# Farm Journal Truck Poll



## Vol (Jul 5, 2009)

Farm Journal asked what truck is found on your farm?.....and here are the Journals results.

Regards, Mike

http://www.agweb.com/article/farm_journal_pulse_truck_brand_snapshot/


----------



## swmnhay (Jun 13, 2008)

Around here there are more Dodge/diesel.Especially guys that pull 5th wh trailers.Grocery getters are mostly Chevy/gas.


----------



## Teslan (Aug 20, 2011)

I guess I'm a 1%er with my Toyota Tacoma. For a small truck I don't believe there is one better. At least of the small trucks built in the last 10 years. I find it interesting that no one polled has a Nissan. Less then Other.


----------



## somedevildawg (Jun 20, 2011)

I find it hard to believe as well, but it did poll farmers right, if that's the case I woulda thought ford would be number 1......some people don't like Chevy but like gmc, never really understood that mindset, same breed of dog, just a different cut of hair IMO but if ford had a secondary model like government motors.....er. General Motors, then perhaps they would be on top, I know I won't be buying any gm products for a while.......


----------



## JD3430 (Jan 1, 2012)

Ford and international


----------



## NewBerlinBaler (May 30, 2011)

Actually, these results seem quite expected. Back in the 90s, I remember reading that the overall pickup truck market split (not just farmers) went something like this:
Ford	45%
Chevy 35%
Dodge 18%
And then Ford went through a rough patch this past decade with their light trucks. It all started in 2003 when they introduced the 6.0 liter diesel. That engine has so many problems that Ford sued the engine maker: Navistar/International Truck. I recently saw an ad for a conversion kit to remove that engine and put a Cummins in your Ford P/U !

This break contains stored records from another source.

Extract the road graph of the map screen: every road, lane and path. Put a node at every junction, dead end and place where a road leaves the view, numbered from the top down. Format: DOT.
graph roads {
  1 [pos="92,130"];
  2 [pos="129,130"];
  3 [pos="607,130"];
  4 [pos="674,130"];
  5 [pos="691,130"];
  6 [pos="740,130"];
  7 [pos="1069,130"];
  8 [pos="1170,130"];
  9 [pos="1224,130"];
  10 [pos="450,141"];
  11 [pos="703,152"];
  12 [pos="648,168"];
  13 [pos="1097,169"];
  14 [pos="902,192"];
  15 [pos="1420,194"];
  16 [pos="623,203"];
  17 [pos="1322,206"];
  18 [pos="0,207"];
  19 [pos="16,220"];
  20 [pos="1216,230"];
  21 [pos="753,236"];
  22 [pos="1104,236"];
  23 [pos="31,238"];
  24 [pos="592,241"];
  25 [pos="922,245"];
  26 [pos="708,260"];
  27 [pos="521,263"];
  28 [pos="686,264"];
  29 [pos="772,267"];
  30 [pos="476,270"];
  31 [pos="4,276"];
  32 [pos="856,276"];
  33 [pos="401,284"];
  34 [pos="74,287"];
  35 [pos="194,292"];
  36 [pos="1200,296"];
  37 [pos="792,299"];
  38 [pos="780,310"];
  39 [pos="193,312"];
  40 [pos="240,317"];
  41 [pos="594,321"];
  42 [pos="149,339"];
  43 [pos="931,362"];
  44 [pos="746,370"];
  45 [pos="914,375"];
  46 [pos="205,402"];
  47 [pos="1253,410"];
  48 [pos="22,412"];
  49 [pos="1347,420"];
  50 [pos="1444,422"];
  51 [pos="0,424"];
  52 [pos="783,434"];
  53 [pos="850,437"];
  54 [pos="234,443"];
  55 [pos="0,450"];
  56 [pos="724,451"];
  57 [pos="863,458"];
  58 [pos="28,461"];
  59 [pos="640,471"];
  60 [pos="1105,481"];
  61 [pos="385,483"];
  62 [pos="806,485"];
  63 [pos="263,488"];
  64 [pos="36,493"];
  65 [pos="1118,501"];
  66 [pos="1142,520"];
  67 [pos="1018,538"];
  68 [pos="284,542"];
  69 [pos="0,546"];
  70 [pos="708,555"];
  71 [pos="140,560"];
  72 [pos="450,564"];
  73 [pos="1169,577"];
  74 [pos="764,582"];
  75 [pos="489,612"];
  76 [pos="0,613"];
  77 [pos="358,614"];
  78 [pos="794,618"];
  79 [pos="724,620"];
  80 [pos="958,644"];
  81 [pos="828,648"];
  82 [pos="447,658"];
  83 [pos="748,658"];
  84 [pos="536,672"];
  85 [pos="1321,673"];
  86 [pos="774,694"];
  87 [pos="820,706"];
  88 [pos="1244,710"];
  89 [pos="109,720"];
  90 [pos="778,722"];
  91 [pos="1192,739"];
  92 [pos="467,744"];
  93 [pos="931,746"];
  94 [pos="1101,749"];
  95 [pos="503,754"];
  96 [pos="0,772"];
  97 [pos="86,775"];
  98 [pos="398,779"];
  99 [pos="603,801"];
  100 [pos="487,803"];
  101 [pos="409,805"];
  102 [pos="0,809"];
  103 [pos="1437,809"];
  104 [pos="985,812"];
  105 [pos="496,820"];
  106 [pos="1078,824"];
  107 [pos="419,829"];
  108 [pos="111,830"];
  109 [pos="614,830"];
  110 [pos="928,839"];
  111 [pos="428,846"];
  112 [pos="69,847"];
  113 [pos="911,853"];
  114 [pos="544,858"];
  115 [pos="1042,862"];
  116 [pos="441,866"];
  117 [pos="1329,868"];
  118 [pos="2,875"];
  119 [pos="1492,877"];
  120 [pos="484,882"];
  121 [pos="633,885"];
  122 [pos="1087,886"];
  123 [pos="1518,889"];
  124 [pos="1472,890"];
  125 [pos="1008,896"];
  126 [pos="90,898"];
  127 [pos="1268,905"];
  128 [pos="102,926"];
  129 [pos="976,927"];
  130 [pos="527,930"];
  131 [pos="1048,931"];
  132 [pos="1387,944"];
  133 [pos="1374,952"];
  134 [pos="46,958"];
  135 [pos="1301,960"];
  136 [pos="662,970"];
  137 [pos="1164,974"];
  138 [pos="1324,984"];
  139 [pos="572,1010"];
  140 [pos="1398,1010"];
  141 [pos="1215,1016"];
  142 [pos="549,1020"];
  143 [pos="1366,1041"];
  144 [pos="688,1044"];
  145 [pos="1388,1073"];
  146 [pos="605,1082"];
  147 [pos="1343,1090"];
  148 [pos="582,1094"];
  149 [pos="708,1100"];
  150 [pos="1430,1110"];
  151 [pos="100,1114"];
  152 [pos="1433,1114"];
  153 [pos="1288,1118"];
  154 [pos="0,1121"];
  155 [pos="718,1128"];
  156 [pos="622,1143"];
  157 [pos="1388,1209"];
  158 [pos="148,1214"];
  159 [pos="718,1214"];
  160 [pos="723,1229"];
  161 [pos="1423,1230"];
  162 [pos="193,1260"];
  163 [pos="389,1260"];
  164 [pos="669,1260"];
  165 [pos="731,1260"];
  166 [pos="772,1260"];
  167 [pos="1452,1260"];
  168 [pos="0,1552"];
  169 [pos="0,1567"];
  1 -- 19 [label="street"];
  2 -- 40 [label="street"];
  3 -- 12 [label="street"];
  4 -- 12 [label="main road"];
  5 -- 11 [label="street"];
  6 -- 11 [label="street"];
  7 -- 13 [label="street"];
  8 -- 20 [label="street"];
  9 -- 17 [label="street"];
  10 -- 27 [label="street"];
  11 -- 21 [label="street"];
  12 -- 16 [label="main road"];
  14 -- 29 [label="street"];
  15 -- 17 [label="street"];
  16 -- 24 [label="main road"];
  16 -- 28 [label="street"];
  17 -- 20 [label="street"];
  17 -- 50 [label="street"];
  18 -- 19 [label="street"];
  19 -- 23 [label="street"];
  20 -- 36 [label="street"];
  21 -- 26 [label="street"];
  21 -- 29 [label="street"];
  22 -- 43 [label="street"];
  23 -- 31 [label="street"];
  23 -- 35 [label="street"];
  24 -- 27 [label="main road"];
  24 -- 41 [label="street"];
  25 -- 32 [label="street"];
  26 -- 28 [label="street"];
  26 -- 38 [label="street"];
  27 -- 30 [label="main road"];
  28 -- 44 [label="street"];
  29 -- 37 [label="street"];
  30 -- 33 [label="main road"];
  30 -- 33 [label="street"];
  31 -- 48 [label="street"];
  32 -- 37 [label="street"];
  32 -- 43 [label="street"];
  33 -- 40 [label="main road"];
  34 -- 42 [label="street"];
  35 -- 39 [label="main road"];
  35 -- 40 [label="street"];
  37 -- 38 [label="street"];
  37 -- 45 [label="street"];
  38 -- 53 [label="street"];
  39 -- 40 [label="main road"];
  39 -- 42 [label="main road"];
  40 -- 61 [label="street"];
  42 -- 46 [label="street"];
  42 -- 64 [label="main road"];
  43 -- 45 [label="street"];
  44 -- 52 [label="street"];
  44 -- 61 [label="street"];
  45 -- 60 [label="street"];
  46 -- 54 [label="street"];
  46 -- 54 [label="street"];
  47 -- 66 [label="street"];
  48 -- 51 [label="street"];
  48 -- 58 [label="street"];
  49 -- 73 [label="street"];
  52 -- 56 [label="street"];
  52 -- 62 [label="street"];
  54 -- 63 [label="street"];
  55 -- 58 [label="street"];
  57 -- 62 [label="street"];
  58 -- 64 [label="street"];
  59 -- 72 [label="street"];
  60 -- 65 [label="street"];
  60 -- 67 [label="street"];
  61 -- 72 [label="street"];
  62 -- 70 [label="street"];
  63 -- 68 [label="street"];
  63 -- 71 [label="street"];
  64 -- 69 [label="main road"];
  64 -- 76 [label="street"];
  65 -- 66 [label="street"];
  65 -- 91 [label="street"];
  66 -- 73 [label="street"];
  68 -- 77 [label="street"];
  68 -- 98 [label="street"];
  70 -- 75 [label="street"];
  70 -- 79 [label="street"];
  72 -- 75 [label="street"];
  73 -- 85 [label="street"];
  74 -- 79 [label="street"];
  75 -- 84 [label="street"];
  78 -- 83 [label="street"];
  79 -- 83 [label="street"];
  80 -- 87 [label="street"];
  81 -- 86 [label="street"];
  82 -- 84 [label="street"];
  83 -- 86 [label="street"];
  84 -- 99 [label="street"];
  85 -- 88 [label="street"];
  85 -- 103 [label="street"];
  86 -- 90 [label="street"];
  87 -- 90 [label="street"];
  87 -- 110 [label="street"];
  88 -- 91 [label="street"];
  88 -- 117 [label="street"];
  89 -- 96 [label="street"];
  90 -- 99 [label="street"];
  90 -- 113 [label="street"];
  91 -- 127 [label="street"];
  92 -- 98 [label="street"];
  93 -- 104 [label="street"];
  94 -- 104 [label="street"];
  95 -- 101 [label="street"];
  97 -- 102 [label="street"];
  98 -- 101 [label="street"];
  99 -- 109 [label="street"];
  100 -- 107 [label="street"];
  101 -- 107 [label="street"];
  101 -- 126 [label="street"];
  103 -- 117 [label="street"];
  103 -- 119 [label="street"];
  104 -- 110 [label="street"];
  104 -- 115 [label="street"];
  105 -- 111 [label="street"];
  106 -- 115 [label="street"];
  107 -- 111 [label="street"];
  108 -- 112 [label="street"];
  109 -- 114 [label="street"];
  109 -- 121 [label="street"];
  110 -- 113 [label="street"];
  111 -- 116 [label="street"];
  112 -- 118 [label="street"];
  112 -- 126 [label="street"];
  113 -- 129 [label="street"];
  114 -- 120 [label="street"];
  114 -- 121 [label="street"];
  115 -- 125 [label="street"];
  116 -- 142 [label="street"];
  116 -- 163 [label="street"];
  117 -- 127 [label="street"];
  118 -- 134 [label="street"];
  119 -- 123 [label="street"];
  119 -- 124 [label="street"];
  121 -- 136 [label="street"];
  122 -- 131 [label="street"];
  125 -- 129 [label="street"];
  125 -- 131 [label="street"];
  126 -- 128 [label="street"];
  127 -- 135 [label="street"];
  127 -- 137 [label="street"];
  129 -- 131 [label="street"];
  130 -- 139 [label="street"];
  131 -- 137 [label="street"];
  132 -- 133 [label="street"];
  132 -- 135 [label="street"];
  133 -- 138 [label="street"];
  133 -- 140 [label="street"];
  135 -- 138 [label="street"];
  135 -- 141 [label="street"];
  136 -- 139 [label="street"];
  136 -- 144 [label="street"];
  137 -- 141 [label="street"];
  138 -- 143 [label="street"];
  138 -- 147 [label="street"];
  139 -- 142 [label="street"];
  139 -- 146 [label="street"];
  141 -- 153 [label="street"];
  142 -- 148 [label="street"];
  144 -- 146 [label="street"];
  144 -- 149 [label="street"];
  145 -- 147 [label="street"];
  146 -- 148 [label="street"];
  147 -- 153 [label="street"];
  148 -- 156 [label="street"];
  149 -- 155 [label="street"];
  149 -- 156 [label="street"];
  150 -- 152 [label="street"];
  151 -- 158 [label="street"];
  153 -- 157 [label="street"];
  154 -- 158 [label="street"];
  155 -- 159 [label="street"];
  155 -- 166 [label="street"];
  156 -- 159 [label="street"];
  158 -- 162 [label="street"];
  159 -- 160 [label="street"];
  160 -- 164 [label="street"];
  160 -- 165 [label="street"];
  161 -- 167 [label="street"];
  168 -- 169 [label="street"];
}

Around the same time, Ford introduced the 3-valve Triton engine. The spark plugs tend to weld on to the cylinder heads on these engines. You're supposed to change your plugs every 20K miles. Took them several years to get that corrected.

Evidently, these issues took a toll on Ford's market share and Chevy pulled ahead.

Hope I didn't offend any Ford owners here. I have a 2002 F-350 myself. By dumb luck, it's one of the good years.


----------



## mlappin (Jun 25, 2009)

NewBerlinBaler said:


> Actually, these results seem quite expected. Back in the 90s, I remember reading that the overall pickup truck market split (not just farmers) went something like this:
> Ford	45%
> Chevy 35%
> Dodge 18%
> ...


Yah the 6.0's are crap. I know of several people that have done that conversion, also know one that yanked the 7.3 and dropped a cummins in it. Was talking to a kid at the hay sale and he has his heart set on dropping a 8.3 cummins in.


----------



## rjmoses (Apr 4, 2010)

My 2012 F150 with Ecoboost is a serious disappointment. The drivers compartment is way small. That constant chime, which cannot be disabled, is worse than having your mother in law riding on the dashboard. Sync doesn't work 1/2 the time

And the mileage is _*terrible!*_ Rated 17/21, at best I get 16 nursing it any way I can.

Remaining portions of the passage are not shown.